Here, we present an extensively integrative retrospective study on FP environmental etiology. We have gathered FP data from the literature on green turtle populations across different coastlines of the southern United States and accessed large public hydrological and demographic datasets. We have then developed an original model to investigate the association between FP occurrence and selected seawater, riverine, and human disturbance parameters. Our findings support the hypothesis of environmental triggers behind FP and report significant effects of environmental and demographic factors in certain regions of Florida and Texas across the analyzed timeframes. Often datasets lacked acceptable sample sizes and had to be excluded from our analysis, hence our findings necessitate further field data. While recognizing the limitations of an exploratory retrospective study, it would be fruitful for future FP field-based studies to be comparably integrative. Throughout the FP data literature search, we have noticed a tendency not to report environmental variables. There is a recurrent focus on individual factors (i.e., age, size, gender, tumor score) in FP monitoring studies. Collecting and including environmental variables (i.e., water temperature, depth, salinity) could be crucial to expand future FP research, as this disease is clearly driven by multiple factors. Interdisciplinary research is pivotal when looking at complex conservation issues such as anthropogenic-exacerbated wildlife infectious diseases. In our study, combining wildlife conservation and data mining and expert analysis, we generated evidence that supports the need to integrate data on water characteristics and anthropogenic pollution in future studies on FP occurrence in sea turtles. Expanding research domains to include environmental drivers is key to understanding how the rapidly changing coastal habitats are influencing FP epidemiology worldwide. Such an approach will help in seeking novel solutions to mitigate future outbreaks of this debilitating tumor disease in marine turtles.

Author Contributions

Conceptualization, C.M. and I.C.; methodology, C.M. and D.P.; software, C.M. and D.P.; validation, I.C. and A.C.; formal analysis, C.M. and D.P.; investigation, C.M., D.P., I.C. and A.C.; resources, C.M. and D.P.; data curation, C.M. and D.P.; writing—original draft preparation, C.M. and D.P.; writing—review and editing, I.C. and A.C.; visualization, C.M., D.P., I.C. and A.C.; supervision, I.C. and A.C.; project administration, C.M. All authors have read and agreed to the published version of the manuscript.

Funding

This research received no external funding.

Institutional Review Board Statement

Not applicable.

Informed Consent Statement

Not applicable.

Data Availability Statement

FP data extracted and accessed from published articles were utilized while giving full credit to the original source (see Section 2.1.1).
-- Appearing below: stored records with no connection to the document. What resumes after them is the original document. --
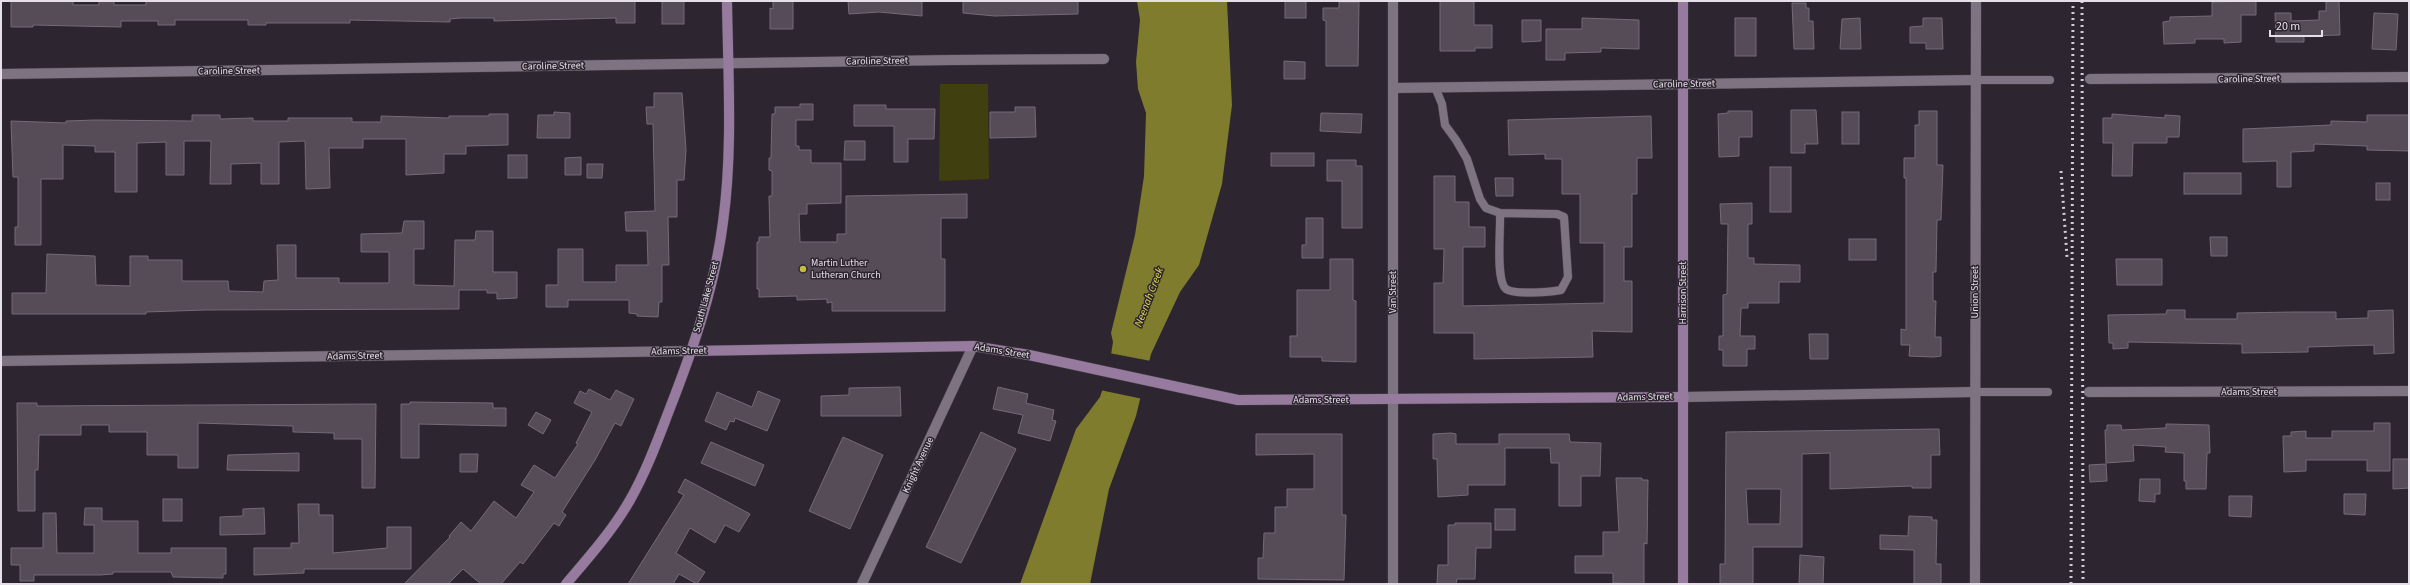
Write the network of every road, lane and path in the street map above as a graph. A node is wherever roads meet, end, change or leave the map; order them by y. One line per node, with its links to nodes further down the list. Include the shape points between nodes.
1 (727, 1): 6 (street, South Lake Street)
2 (1393, 1): 14 (street, Van Street)
3 (1683, 1): 12 (street, Harrison Street)
4 (1976, 1): 10 (street, Union Street)
5 (1104, 59): 6 (street, Caroline Street)
6 (728, 63): 7 (street, Caroline Street); 17 (street, South Lake Street, via 728,174 723,224 714,273)
7 (1, 74)
8 (2409, 77): 9 (street, Caroline Street)
9 (2090, 79)
10 (1975, 80): 11 (lane); 12 (street, Caroline Street); 19 (street, Union Street)
11 (2050, 80)
12 (1683, 84): 13 (street, Caroline Street); 23 (street, Harrison Street)
13 (1435, 87): 14 (street, Caroline Street); 15 (lane, via 1442,104 1445,125 1466,159 1480,199 1486,208)
14 (1393, 88): 24 (street, Van Street)
15 (1500, 213): 15 (lane, via 1499,263 1501,281 1506,289 1514,292 1561,290 1568,277 1564,217 1557,214)
16 (973, 346): 17 (street, Adams Street); 24 (street, Adams Street, via 1022,353 1238,400); 26 (street, Knight Avenue)
17 (692, 351): 18 (street, Adams Street); 25 (street, South Lake Street, via 650,461 630,500 605,537)
18 (1, 361)
19 (1975, 392): 20 (lane); 23 (street, Adams Street); 29 (street, Union Street)
20 (2048, 392)
21 (2089, 392): 22 (street, Adams Street)
22 (2409, 392)
23 (1684, 396): 24 (street, Adams Street); 28 (street, Harrison Street)
24 (1393, 399): 27 (street, Van Street)
25 (566, 584)
26 (862, 584)
27 (1393, 584)
28 (1683, 584)
29 (1975, 584)

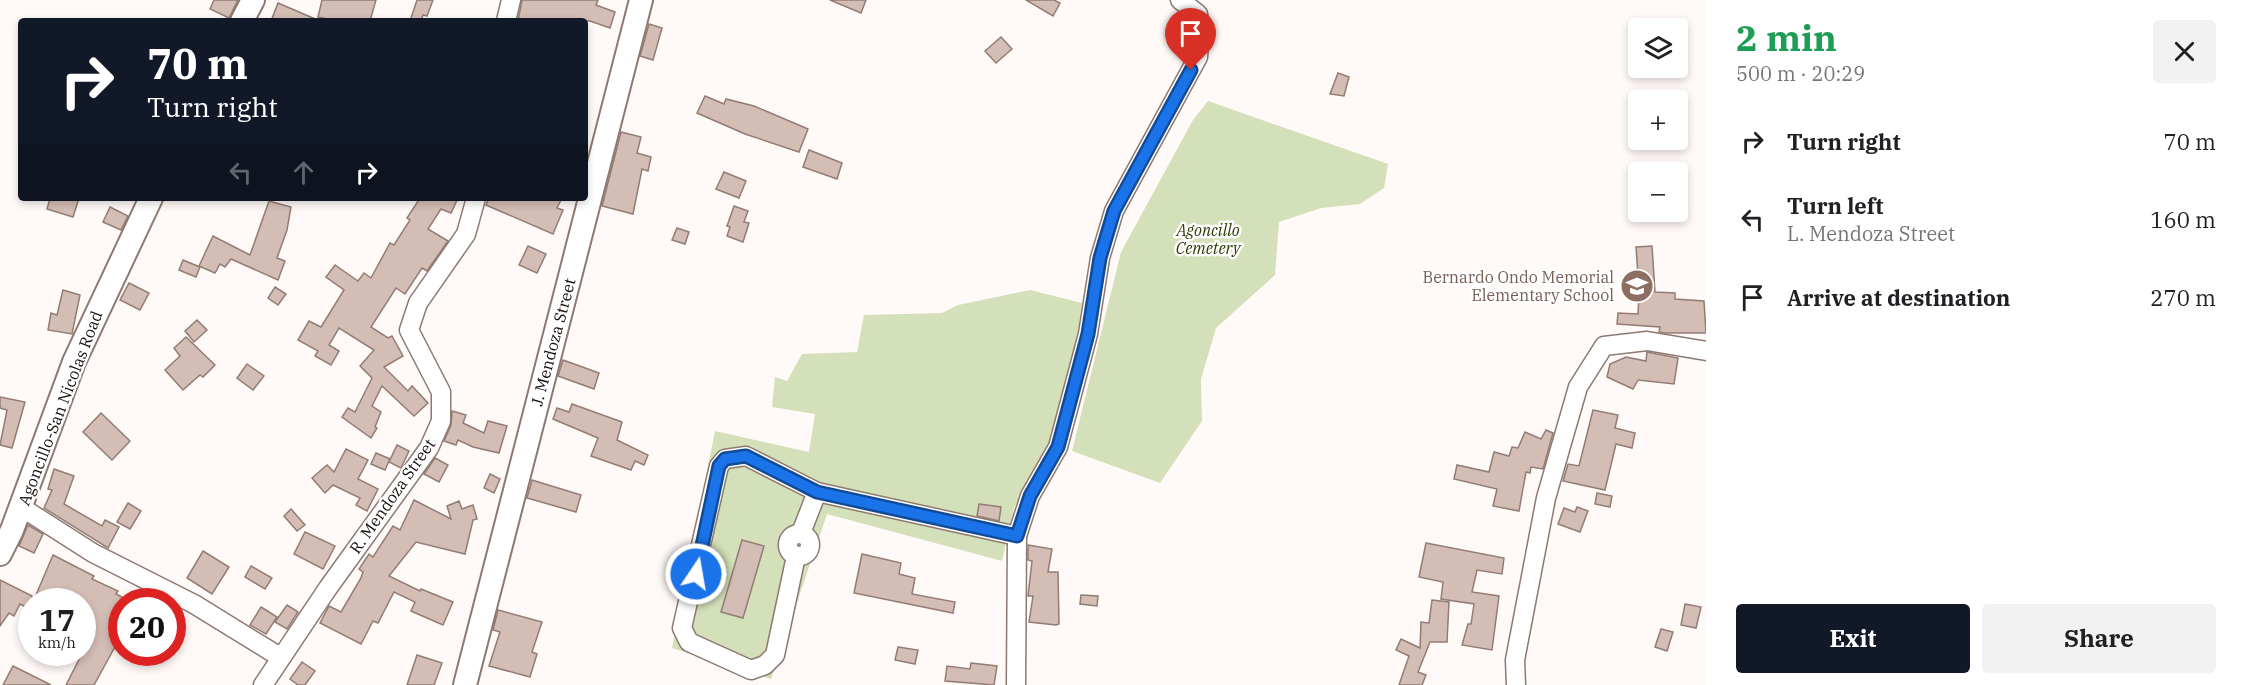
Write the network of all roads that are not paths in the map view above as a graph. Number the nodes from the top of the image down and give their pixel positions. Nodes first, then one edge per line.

For Texas FP prevalence data, the dataset was accessed from D. J. Shaver, J. S. Walker, and T. F. Backof, “Fibropapillomatosis prevalence and distribution in green turtles Chelonia mydas in Texas (USA),” Dis. Aquat. Organ., vol. 136, no. 2, pp. 175–182, 2019, doi:10.3354/dao03403. For Florida FP prevalence data, datasets were accessed from 3rd Party Data: restrictions apply to the availability of these data. Data was obtained upon direct email contact from Allan Foley, Shigetomo Hirama, and Kelly Borrowman and are available from the original third-party authors with the permission of the original third-party authors. For environmental, demographic, coastal, riverine, and red tide datasets, data are available in publicly accessible repositories as reported in in-text links in Section 2.1.2. (for coastal water quality data), Section 2.1.3. (for Demographic data), Section 2.1.4. (for riverine water quality data) and Section 2.1.5. (for red tide data) in the manuscript.

Acknowledgments

We highly thank Allen Foley, Shigetomo Hirama, and Kelly Borrowman for their contribution, information, and data sharing which were essential for the production and realization of this manuscript. We also thank Raymond R. Carthy of the USGS for his extremely valuable input in the content and editing of this manuscript.

Conflicts of Interest

The authors declare no conflict of interest.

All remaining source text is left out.